L’Italia riporta dopo decenni il G8 alla sua dimensione originaria di organismo che si prende cura dei problemi del mondo, anziché compiacersi di passerelle auto celebrative.
Vale la pena di ricordare come nacque questo summit permanente: la prima idea è degli americani, nel 1974, come risposta ad un’altra recessione, quella causata dalla grande crisi petrolifera. Era un G5 – Usa, Giappone, Francia, Gran Bretagna e Germania – e si chiamava sobriamente Library Group. L’anno dopo il summit divenne G6 allargato anche all’Italia a Rambouillet , in Francia. Il tutto ancora in una cornice di sobrietà. Poi si aggiunsero via via il Canada, la Comunità europea e infine la Russia, e dopo le economie emergenti. La missione iniziale della consultazione – prendersi cura dei problemi del mondo – si era andata sempre più trasformando nel suo opposto: gli stati ricchi e potenti che celebravano se stessi chiusi in bunker dorati, con foto di gruppo su sfondi turistici ed autopromozionali, improbabili gite e “impegno sociale” di first ladies, e negli ultimi tempi la violenza dei no global e le cariche della polizia e dei corpi speciali. La gente comune, l’opinione pubblica, dava un’occhiata distratta a giornali e tv, e magari si irritava.
Serviva ancora un apparato di questo tipo? Serve soprattutto alle democrazie dell’Occidente, o la faccenda minacciava di degenerare nel miglior pretesto per i violenti?
Il Governo riporta il G8 in mezzo alla gente, alle prese con i problemi concreti non tanto dei terremotati, ma di un mondo che si lecca ovunque qualche ferita.
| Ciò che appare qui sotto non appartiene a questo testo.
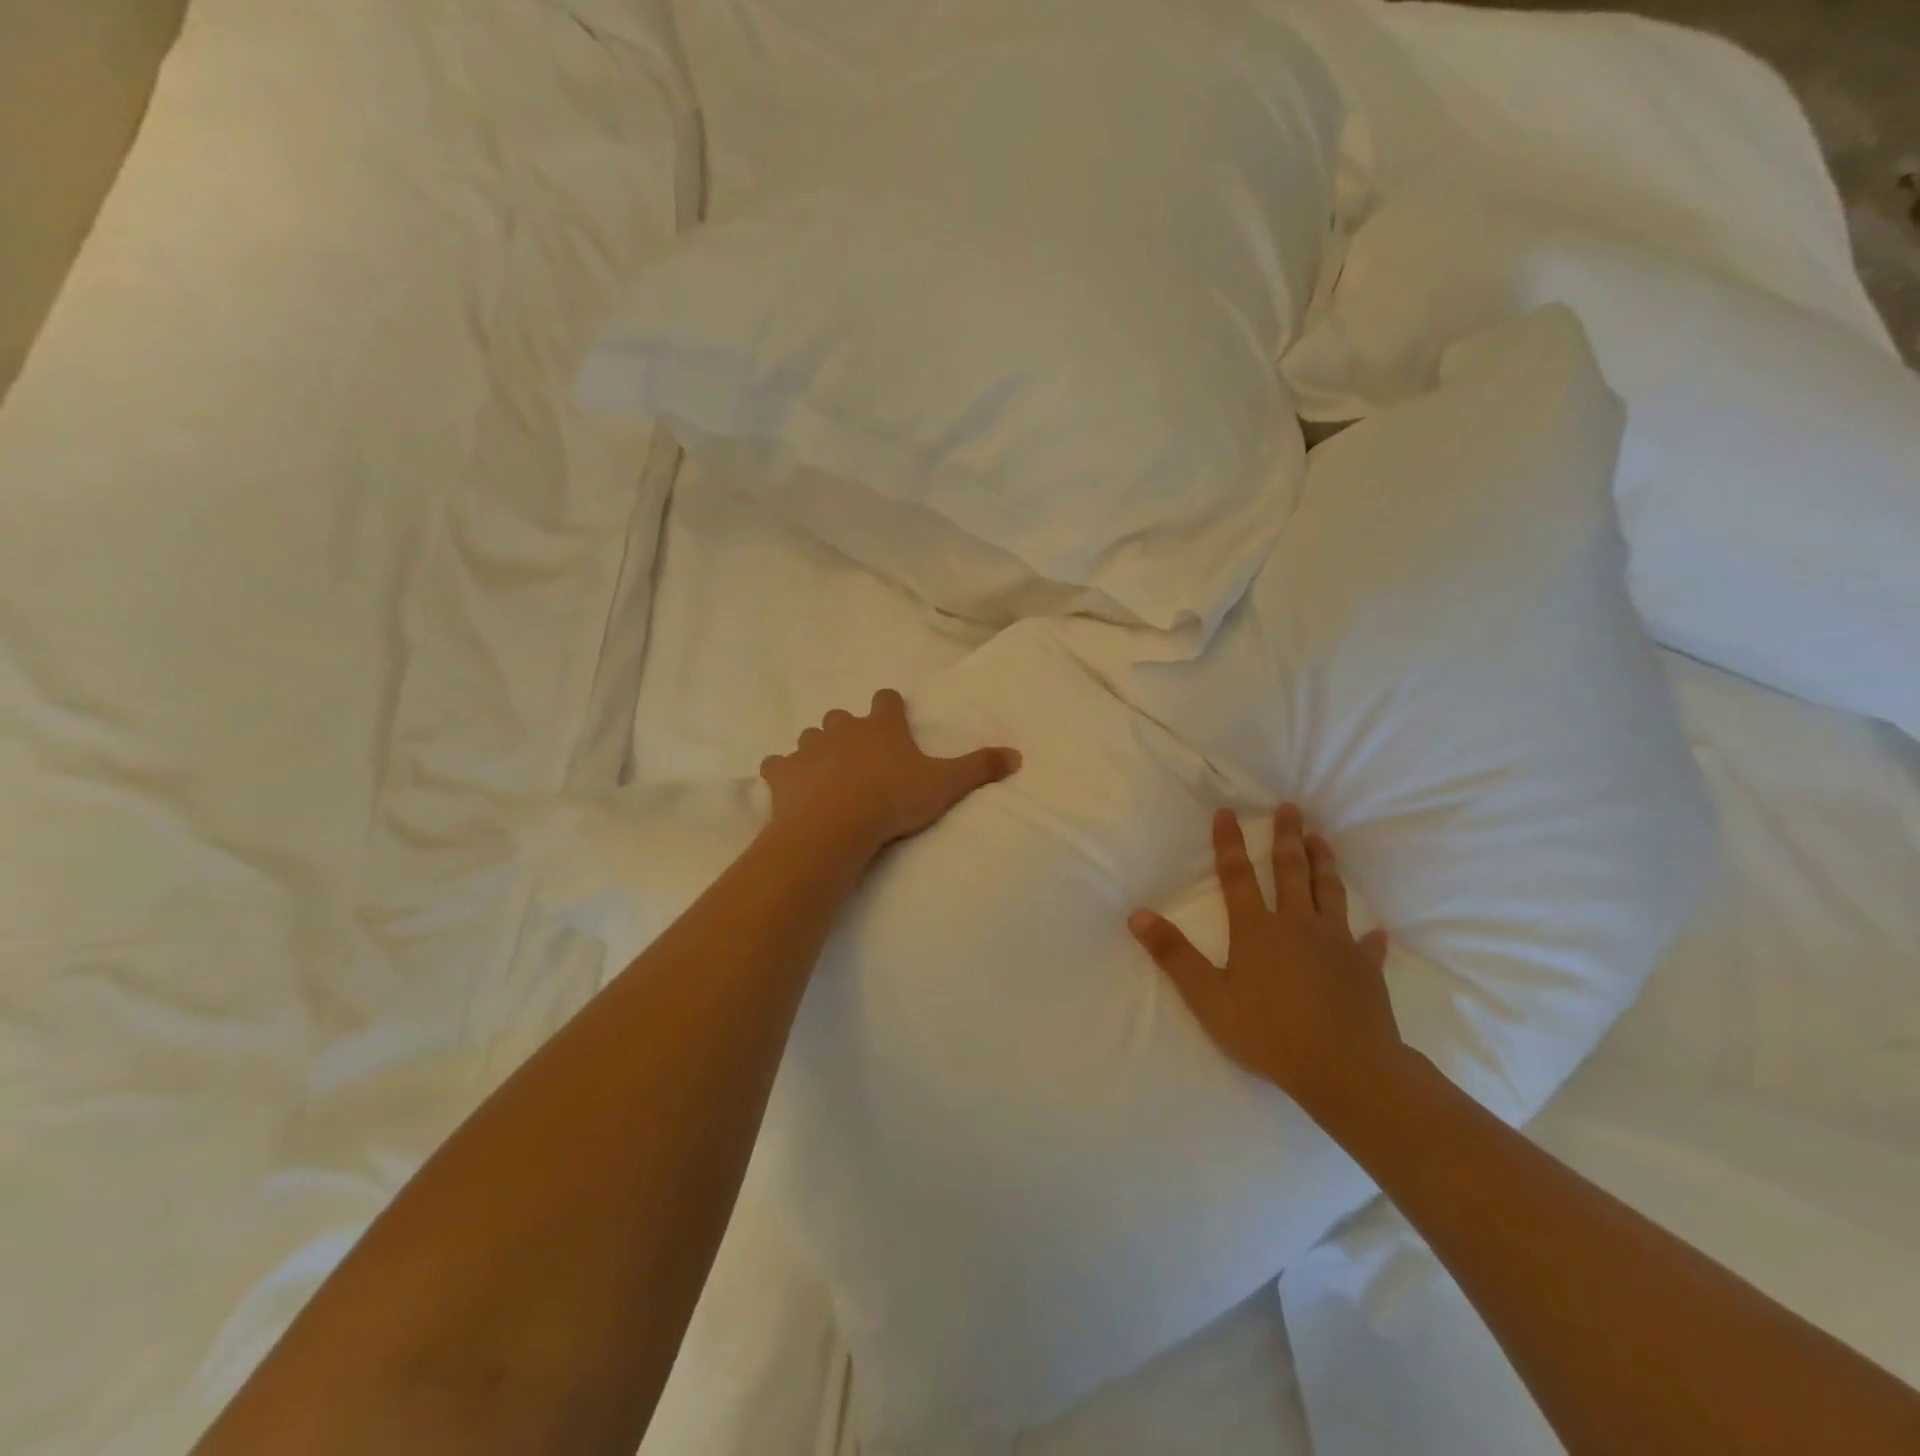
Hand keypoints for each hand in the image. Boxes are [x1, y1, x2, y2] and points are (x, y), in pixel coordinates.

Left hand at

Che si chiami crisi economica, sottosviluppo, economie emergenti o catastrofi naturali e ambientali, i big tornano ad una dimensione di serietà e rigore.
Quanto al nostro Paese, l’emergenza economica mondiale si incrocia con il terremoto d’Abruzzo e con la ricostruzione. Si trattava di portare i potenti della Terra a diretto contatto con una situazione di grande disagio, ma anche di grande dignità e di efficienza da parte dello Stato. A luglio la macchina del dopo-emergenza, della ricostruzione di quegli alloggi provvisori destinati poi a diventare campus universitario, sarà a pieno regime. I leader mondiali potranno toccare con mano tutto questo, e se la loro solidarietà si farà più concreta tanto meglio.
Questo è il senso della decisione di ieri, al di là dei soldi che farà risparmiare e ai quali comunque non si dice di no. Anche gli effetti indiretti che il leader del governo italiano potrà valutare se la macchina organizzativa del “nuovo” G8 sarà messa a punto in soli due mesi, costituirà un grande punto di forza dell’immagine italiana. E tuttavia appaiono questi i giorni più adatti per rassicurare con poche, puntuali parole la popolazione sarda che qualche settimana fa ha tributato a Berlusconi – e soprattutto al suo impegno diretto nell’isola – un successo senza precedenti… Si potrebbe facilmente ribadire che gli impegni infrastrutturali assunti per il G8 saranno tutti rispettati, sia pure con un minore affanno nei tempi di realizzazione. Si potrebbe annunciare che nell’arcipelago più bello del mondo il premier pensa di organizzare il G20 nel 2011.